Regardless of those potential risks for a lender, some are willing to lend to you if you decide to purchase off-plan. In that situation, you’ll want to familiarise yourself with the specific lending criteria for off-plan purchases. Lenders may have additional requirements or considerations when it comes to financing properties that are yet to be completed. Factors such as the developer’s reputation, the stage of construction, and the expected completion date may influence the lending decision. Once you know what they need, provide them with the required documentation. That may include proof of income, bank statements, identification, and details of the off-plan property you intend to purchase. Be prepared to provide any additional documentation that the lender may request.
Once that stage is complete, the lender will typically conduct a valuation of the off-plan property to assess its value and suitability as security for the mortgage. This valuation may take into account factors such as the stage of construction, location, and market conditions. The lender’s assessment will help determine the maximum loan amount they are willing to provide. After the lender completes their assessment, they will issue a mortgage offer if you meet their lending criteria. The mortgage offer will outline the terms and conditions of the loan, including the interest rate, repayment structure, and any special requirements specific to off-plan purchases. Once you have received a mortgage offer, you can proceed with exchanging contracts with the developer.
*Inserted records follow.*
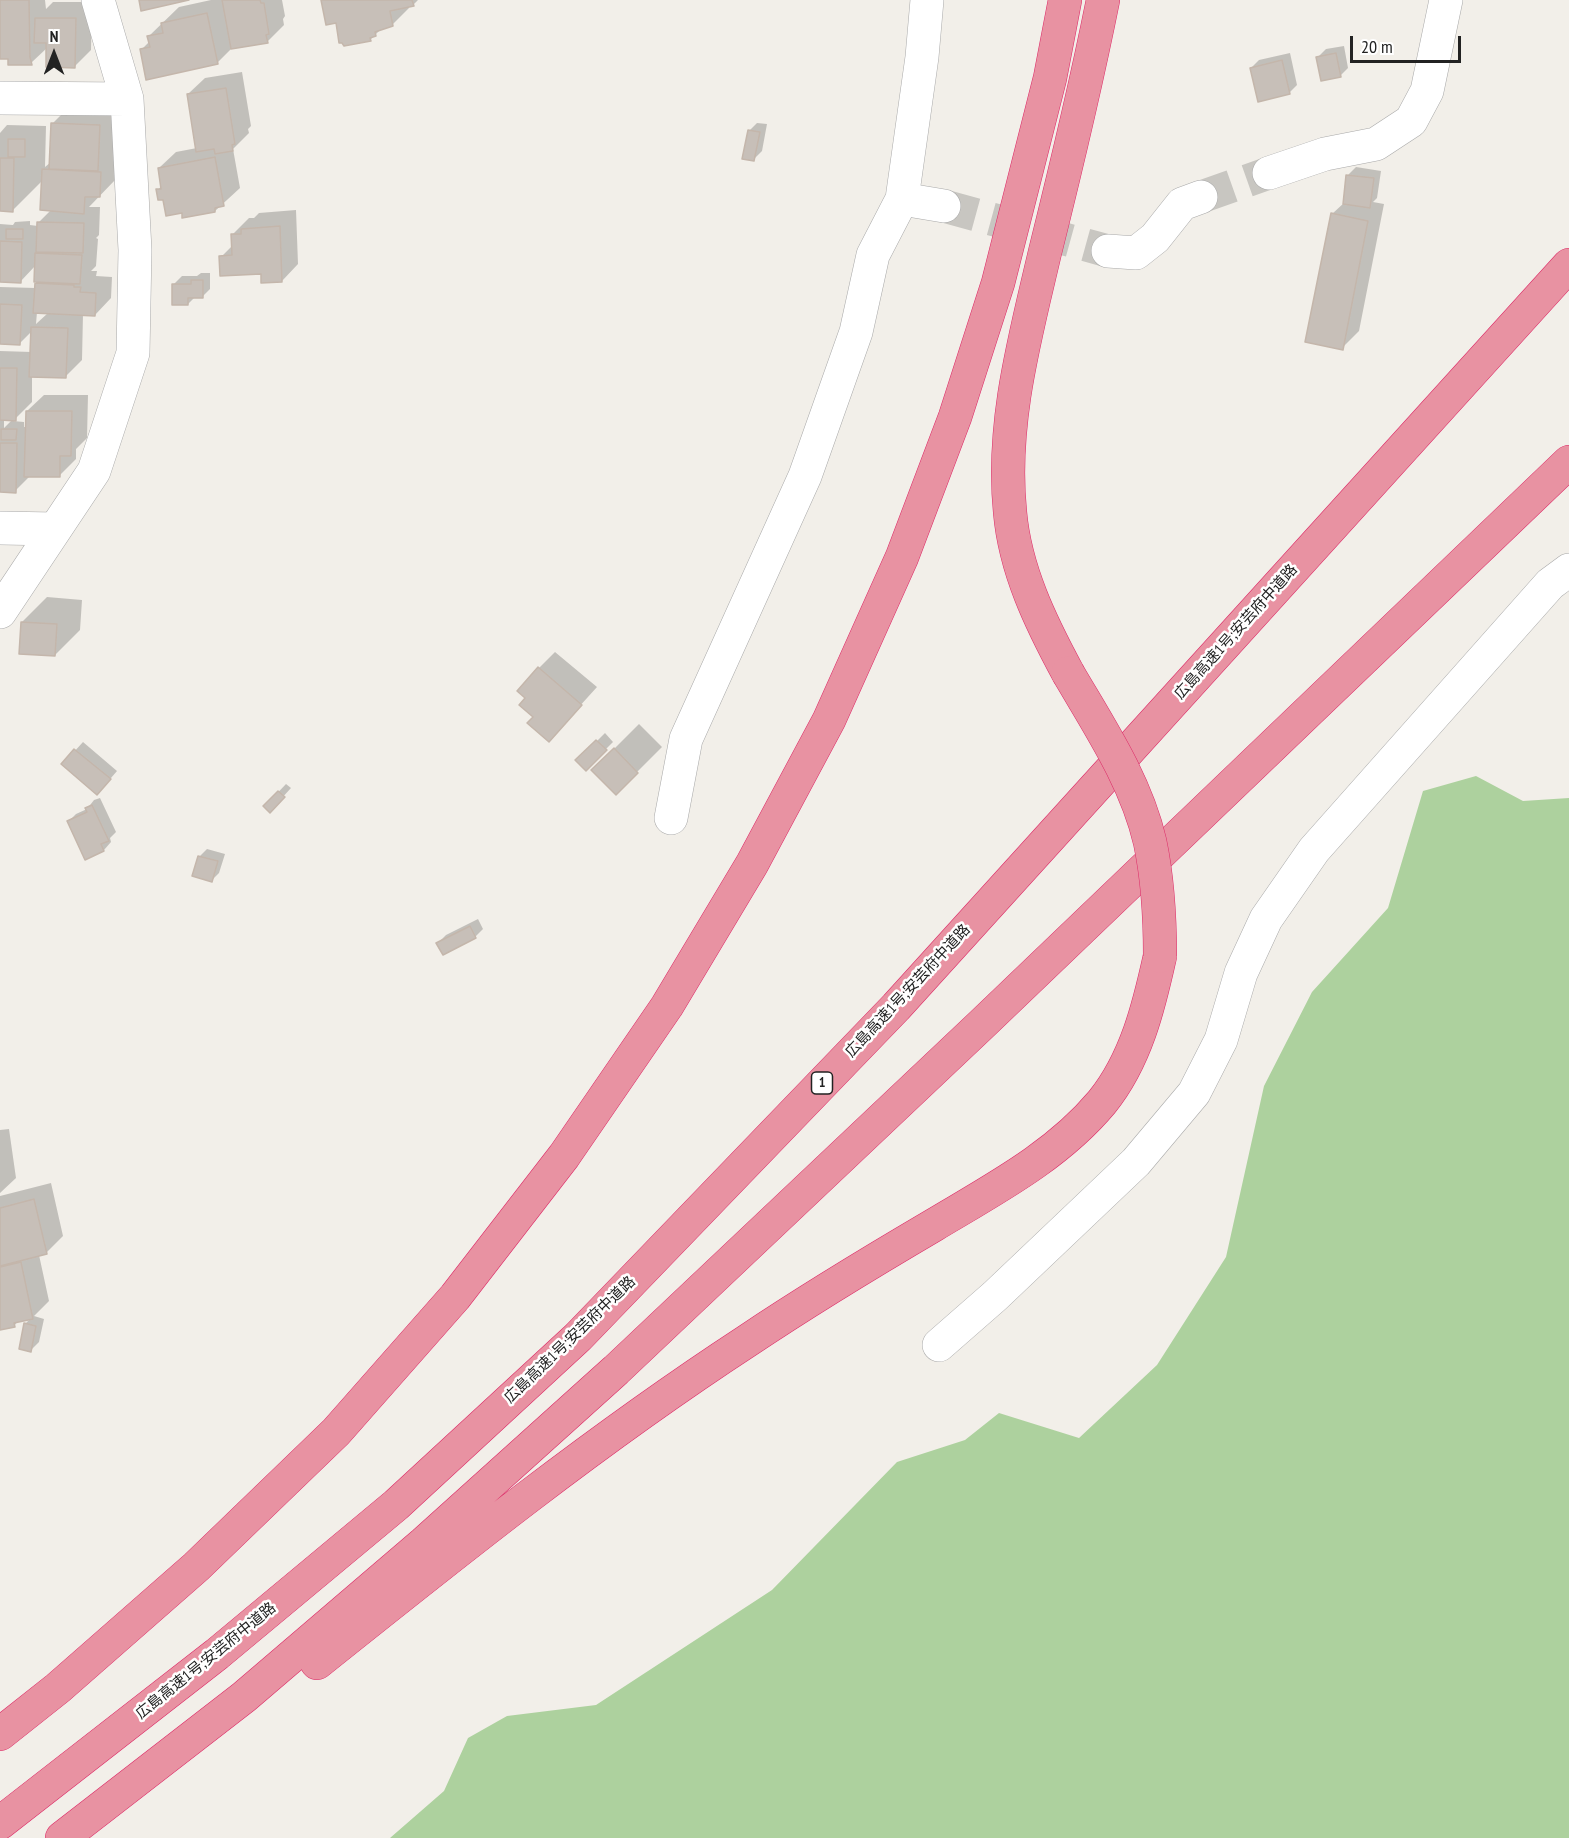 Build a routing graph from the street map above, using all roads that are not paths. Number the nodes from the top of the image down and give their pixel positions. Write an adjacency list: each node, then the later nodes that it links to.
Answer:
1 (98, 0): 7 (street)
2 (927, 0): 10 (street)
3 (1065, 0): 21 (highway)
4 (1104, 0): 24 (highway, bridge)
5 (1446, 0): 8 (street)
6 (0, 98): 7 (street)
7 (127, 99): 16 (street)
8 (1269, 173)
9 (1201, 197): 12 (street)
10 (902, 199): 11 (street); 19 (street)
11 (944, 206)
12 (1108, 251)
13 (1569, 265): 22 (highway, 広島高速1号;安芸府中道路 / 1)
14 (1569, 462): 23 (highway)
15 (0, 528): 16 (street)
16 (55, 529): 18 (street)
17 (1569, 570): 20 (street)
18 (0, 612)
19 (671, 818)
20 (939, 1345)
21 (0, 1734)
22 (0, 1823)
23 (62, 1838)
24 (89, 1838) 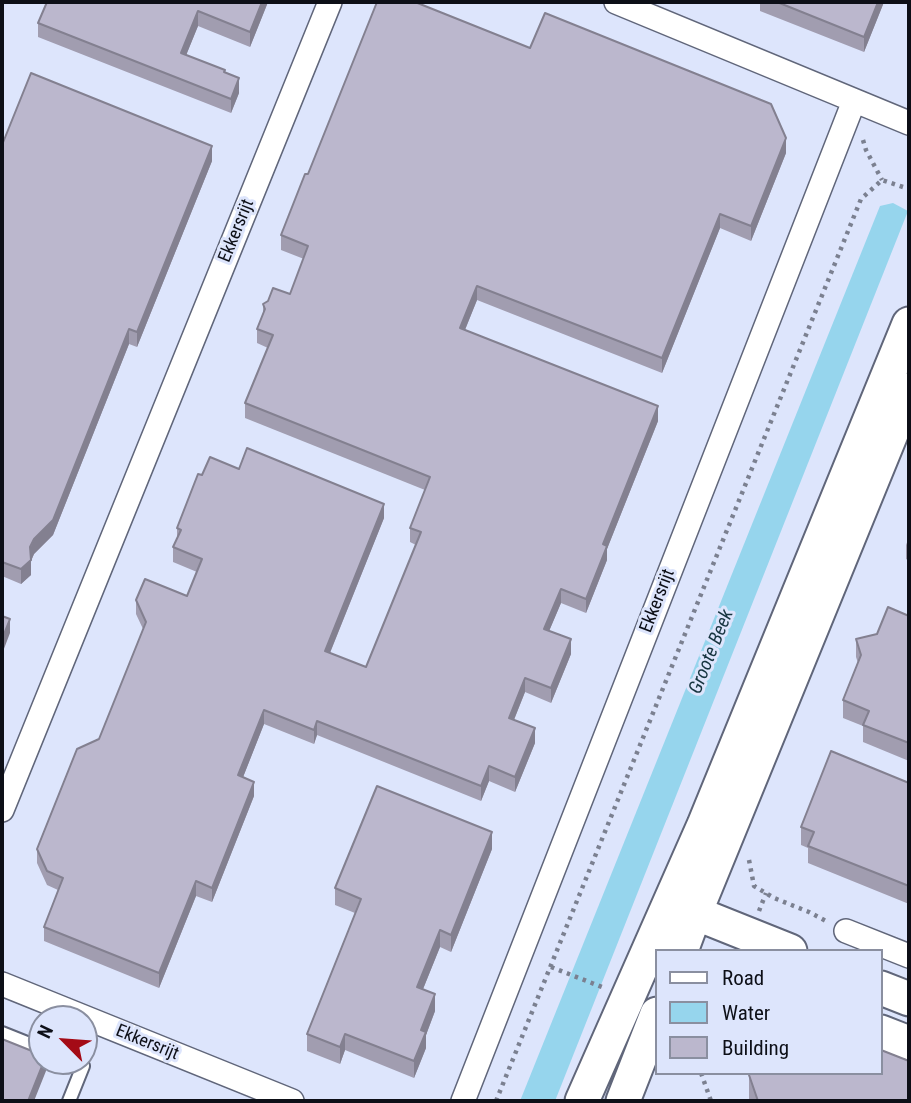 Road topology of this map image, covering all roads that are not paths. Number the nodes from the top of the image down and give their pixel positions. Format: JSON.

Should You Make The Decision To Buy Off Plan?
Despite the associated risks, buying a house off plan can be an exciting opportunity for those seeking a new home that truly meets their needs. It offers the chance to be involved in the creation of a property from the early stages. If you do choose to go this route, though, make sure you conduct thorough research, exercise due diligence, and seek professional advice to make informed decisions throughout the process.